If tax avoidance could be structurally outlawed, then the enormous energy and imagination that goes into pursuing it could be redeployed to more genuinely productive occupations, and directed towards technical and managerial innovation, instead of just ‘cooking the books’.

There is, so to speak, something of a Prisoner’s Dilemma in operation. We would all be better off if this practice of tax avoidance could be eliminated, but it is individually rational for each corporation to engage in such practices. The questions to be faced, therefore, are why it might be that such practices are currently legally permissible, and how we might bring it about that such practices could be stopped.

This, it seems to me, is one of the most pressing political issues of our day. How can we re-empower our collective institutions, given their powerlessness in the face of globally mobile capital?

From the problems of tax avoidance to the problems of the ‘sub-prime’ mortgage market, what we see everywhere is a failure of regulatory power by states when facing rampant corporate and financial interests that value quick profits over social progress or even long-run economic stability.

When society and the market are no longer “under one roof” these sorts of problems emerge. There are two ways in which they could be brought back under the same roof. One is a retrograde policy of closed-borders and protectionism, which would attempt to re-localize markets. This approach is likely to throw away the material gains of globalization along with its problems of capital mobility.

The forward-looking approach is instead to look for transnational regulatory mechanisms, operating at an EU level (in the first instance) or eventually perhaps even at a global level.

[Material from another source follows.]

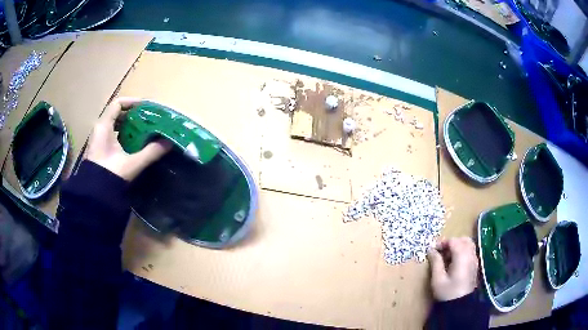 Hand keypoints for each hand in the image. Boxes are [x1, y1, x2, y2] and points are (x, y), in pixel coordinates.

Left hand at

Through this approach, we might hope to keep the material benefits of globalization, whilst rebalancing the relationship between corporate power and the power of democratic governments and our collective institutions.

Politicians of all parties should be addressing this agenda with much more energy than we have seen.

Moreover, shifting the tax burden away from individual income from work, and towards the owners of capital, is a policy that could be highly popular, and surprisingly easy to sell.

People could be brought around to an agenda of clamping down on corporate tax avoidance if they were told that it meant that they could pay less personal tax if only corporate scroungers and tax-cheats paid their fair share.

In the long run, we need a better global financial architecture. In the shorter term, a raft of specific policies could be pursued, hopefully in co-operation with other nations. Firstly, we need better public information.

Companies should be required by law to publish in full their tax payments in every jurisdiction in which they operate, so that individual citizens and voters can see whether those companies are good corporate citizens or scrounging cheats.

Secondly, we need to clamp down on tax havens, especially those in our own back yard, like Jersey and the Isle of Man. If need be, consideration should be given to refusing legal recognition to corporate entities based in tax havens.

Thirdly, we need to move towards international accounting practices that rule out the most shameless examples of financial hocus-pocus such as ‘transfer pricing’.

Moreover, we need to clamp down very hard indeed on accounting firms that market the more exotic forms of tax avoidance schemes, by subjecting them to much tougher regulatory legislation. (If a softer approach does not work, then perhaps we should consider legislative measures that could lead to a few senior accounting partners being banged-up for a few years, pour encourager les autres.)

Most of all, democratic states need to take the power back before things it’s too late.

What this will involve is the reorientation of tax laws so that they take more account of where real economic activity takes place, rather than being too bamboozled by the formal paper structures of imaginary subsidiaries and bogus holding companies.

More aggressive regulation, pursued at a European level, could provide more government income whilst reducing individual tax burdens.

Best of all, perhaps, all those clever and ingenious corporate accountants who spend their working days devising ever more complex ways of defrauding their fellow citizens could instead expend all that ingenuity and intelligence on doing something more productive instead.